● Task to complete
Your answer should be the records below, written out exactly.

(Saved entries)

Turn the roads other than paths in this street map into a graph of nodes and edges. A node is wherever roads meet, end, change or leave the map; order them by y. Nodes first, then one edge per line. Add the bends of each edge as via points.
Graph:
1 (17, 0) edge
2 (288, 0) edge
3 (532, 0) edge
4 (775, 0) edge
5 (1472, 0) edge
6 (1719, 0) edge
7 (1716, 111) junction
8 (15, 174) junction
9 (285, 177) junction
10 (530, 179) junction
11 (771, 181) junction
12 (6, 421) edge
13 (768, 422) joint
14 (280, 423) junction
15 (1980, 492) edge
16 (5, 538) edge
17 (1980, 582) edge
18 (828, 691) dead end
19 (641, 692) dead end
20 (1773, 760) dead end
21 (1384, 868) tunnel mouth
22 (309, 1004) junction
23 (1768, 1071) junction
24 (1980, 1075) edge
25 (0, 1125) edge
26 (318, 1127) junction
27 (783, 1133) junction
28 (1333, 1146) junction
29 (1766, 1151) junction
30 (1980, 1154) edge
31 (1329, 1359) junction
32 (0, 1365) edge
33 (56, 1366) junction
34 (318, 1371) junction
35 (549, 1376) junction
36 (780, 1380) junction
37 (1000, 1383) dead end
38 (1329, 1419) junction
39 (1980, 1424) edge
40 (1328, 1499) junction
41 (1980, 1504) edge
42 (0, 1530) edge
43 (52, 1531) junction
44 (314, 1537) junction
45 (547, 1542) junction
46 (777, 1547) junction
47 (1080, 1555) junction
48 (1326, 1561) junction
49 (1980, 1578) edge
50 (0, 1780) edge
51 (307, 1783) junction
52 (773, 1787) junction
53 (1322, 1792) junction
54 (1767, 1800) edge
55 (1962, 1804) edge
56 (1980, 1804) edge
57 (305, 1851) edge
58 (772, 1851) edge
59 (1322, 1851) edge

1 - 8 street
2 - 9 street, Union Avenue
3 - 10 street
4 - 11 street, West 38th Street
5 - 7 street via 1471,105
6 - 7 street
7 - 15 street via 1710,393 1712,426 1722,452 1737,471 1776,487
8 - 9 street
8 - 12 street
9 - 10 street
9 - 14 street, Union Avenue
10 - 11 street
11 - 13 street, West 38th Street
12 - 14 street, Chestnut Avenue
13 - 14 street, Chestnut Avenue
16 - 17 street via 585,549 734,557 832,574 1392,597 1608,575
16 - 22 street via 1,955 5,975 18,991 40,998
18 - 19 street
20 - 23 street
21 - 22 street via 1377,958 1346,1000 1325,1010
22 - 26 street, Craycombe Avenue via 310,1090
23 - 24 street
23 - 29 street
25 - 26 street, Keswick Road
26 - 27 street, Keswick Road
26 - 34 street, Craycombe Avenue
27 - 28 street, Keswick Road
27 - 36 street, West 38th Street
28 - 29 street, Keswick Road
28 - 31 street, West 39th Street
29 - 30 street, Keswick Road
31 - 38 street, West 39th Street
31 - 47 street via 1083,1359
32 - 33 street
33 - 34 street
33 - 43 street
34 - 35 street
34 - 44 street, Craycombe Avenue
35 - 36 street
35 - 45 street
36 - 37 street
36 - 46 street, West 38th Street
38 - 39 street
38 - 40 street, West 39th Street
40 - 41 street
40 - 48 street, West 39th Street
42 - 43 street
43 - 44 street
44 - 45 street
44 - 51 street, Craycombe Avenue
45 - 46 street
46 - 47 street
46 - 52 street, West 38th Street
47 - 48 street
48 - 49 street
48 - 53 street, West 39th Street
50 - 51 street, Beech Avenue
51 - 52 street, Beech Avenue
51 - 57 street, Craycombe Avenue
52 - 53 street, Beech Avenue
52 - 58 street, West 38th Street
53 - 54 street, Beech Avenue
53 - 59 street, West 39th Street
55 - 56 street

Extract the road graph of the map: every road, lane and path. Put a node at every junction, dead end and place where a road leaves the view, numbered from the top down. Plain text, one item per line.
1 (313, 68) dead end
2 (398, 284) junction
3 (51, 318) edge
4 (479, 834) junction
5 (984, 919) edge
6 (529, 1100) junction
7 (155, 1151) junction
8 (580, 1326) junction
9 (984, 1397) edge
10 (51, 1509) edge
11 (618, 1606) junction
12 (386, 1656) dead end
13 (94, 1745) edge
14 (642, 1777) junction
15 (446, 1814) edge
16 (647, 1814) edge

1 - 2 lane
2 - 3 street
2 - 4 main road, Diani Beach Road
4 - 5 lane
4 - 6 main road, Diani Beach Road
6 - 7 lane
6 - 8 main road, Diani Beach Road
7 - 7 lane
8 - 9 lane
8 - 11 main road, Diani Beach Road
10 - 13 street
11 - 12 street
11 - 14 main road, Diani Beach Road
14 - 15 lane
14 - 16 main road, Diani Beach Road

● Your solution
Turn the roads other than paths in this street map into a graph of nodes and edges. A node is wherever roads meet, end, change or leave the map; order them by y. Nodes first, then one edge per line. Add the bends of each edge as via points.
Graph:
1 (17, 0) edge
2 (288, 0) edge
3 (532, 0) edge
4 (775, 0) edge
5 (1472, 0) edge
6 (1719, 0) edge
7 (1716, 111) junction
8 (15, 174) junction
9 (285, 177) junction
10 (530, 179) junction
11 (771, 181) junction
12 (6, 421) edge
13 (768, 422) joint
14 (280, 423) junction
15 (1980, 492) edge
16 (5, 538) edge
17 (1980, 582) edge
18 (828, 691) dead end
19 (641, 692) dead end
20 (1773, 760) dead end
21 (1384, 868) tunnel mouth
22 (309, 1004) junction
23 (1768, 1071) junction
24 (1980, 1075) edge
25 (0, 1125) edge
26 (318, 1127) junction
27 (783, 1133) junction
28 (1333, 1146) junction
29 (1766, 1151) junction
30 (1980, 1154) edge
31 (1329, 1359) junction
32 (0, 1365) edge
33 (56, 1366) junction
34 (318, 1371) junction
35 (549, 1376) junction
36 (780, 1380) junction
37 (1000, 1383) dead end
38 (1329, 1419) junction
39 (1980, 1424) edge
40 (1328, 1499) junction
41 (1980, 1504) edge
42 (0, 1530) edge
43 (52, 1531) junction
44 (314, 1537) junction
45 (547, 1542) junction
46 (777, 1547) junction
47 (1080, 1555) junction
48 (1326, 1561) junction
49 (1980, 1578) edge
50 (0, 1780) edge
51 (307, 1783) junction
52 (773, 1787) junction
53 (1322, 1792) junction
54 (1767, 1800) edge
55 (1962, 1804) edge
56 (1980, 1804) edge
57 (305, 1851) edge
58 (772, 1851) edge
59 (1322, 1851) edge

1 - 8 street
2 - 9 street, Union Avenue
3 - 10 street
4 - 11 street, West 38th Street
5 - 7 street via 1471,105
6 - 7 street
7 - 15 street via 1710,393 1712,426 1722,452 1737,471 1776,487
8 - 9 street
8 - 12 street
9 - 10 street
9 - 14 street, Union Avenue
10 - 11 street
11 - 13 street, West 38th Street
12 - 14 street, Chestnut Avenue
13 - 14 street, Chestnut Avenue
16 - 17 street via 585,549 734,557 832,574 1392,597 1608,575
16 - 22 street via 1,955 5,975 18,991 40,998
18 - 19 street
20 - 23 street
21 - 22 street via 1377,958 1346,1000 1325,1010
22 - 26 street, Craycombe Avenue via 310,1090
23 - 24 street
23 - 29 street
25 - 26 street, Keswick Road
26 - 27 street, Keswick Road
26 - 34 street, Craycombe Avenue
27 - 28 street, Keswick Road
27 - 36 street, West 38th Street
28 - 29 street, Keswick Road
28 - 31 street, West 39th Street
29 - 30 street, Keswick Road
31 - 38 street, West 39th Street
31 - 47 street via 1083,1359
32 - 33 street
33 - 34 street
33 - 43 street
34 - 35 street
34 - 44 street, Craycombe Avenue
35 - 36 street
35 - 45 street
36 - 37 street
36 - 46 street, West 38th Street
38 - 39 street
38 - 40 street, West 39th Street
40 - 41 street
40 - 48 street, West 39th Street
42 - 43 street
43 - 44 street
44 - 45 street
44 - 51 street, Craycombe Avenue
45 - 46 street
46 - 47 street
46 - 52 street, West 38th Street
47 - 48 street
48 - 49 street
48 - 53 street, West 39th Street
50 - 51 street, Beech Avenue
51 - 52 street, Beech Avenue
51 - 57 street, Craycombe Avenue
52 - 53 street, Beech Avenue
52 - 58 street, West 38th Street
53 - 54 street, Beech Avenue
53 - 59 street, West 39th Street
55 - 56 street

Extract the road graph of the map: every road, lane and path. Put a node at every junction, dead end and place where a road leaves the view, numbered from the top down. Plain text, one item per line.
1 (313, 68) dead end
2 (398, 284) junction
3 (51, 318) edge
4 (479, 834) junction
5 (984, 919) edge
6 (529, 1100) junction
7 (155, 1151) junction
8 (580, 1326) junction
9 (984, 1397) edge
10 (51, 1509) edge
11 (618, 1606) junction
12 (386, 1656) dead end
13 (94, 1745) edge
14 (642, 1777) junction
15 (446, 1814) edge
16 (647, 1814) edge

1 - 2 lane
2 - 3 street
2 - 4 main road, Diani Beach Road
4 - 5 lane
4 - 6 main road, Diani Beach Road
6 - 7 lane
6 - 8 main road, Diani Beach Road
7 - 7 lane
8 - 9 lane
8 - 11 main road, Diani Beach Road
10 - 13 street
11 - 12 street
11 - 14 main road, Diani Beach Road
14 - 15 lane
14 - 16 main road, Diani Beach Road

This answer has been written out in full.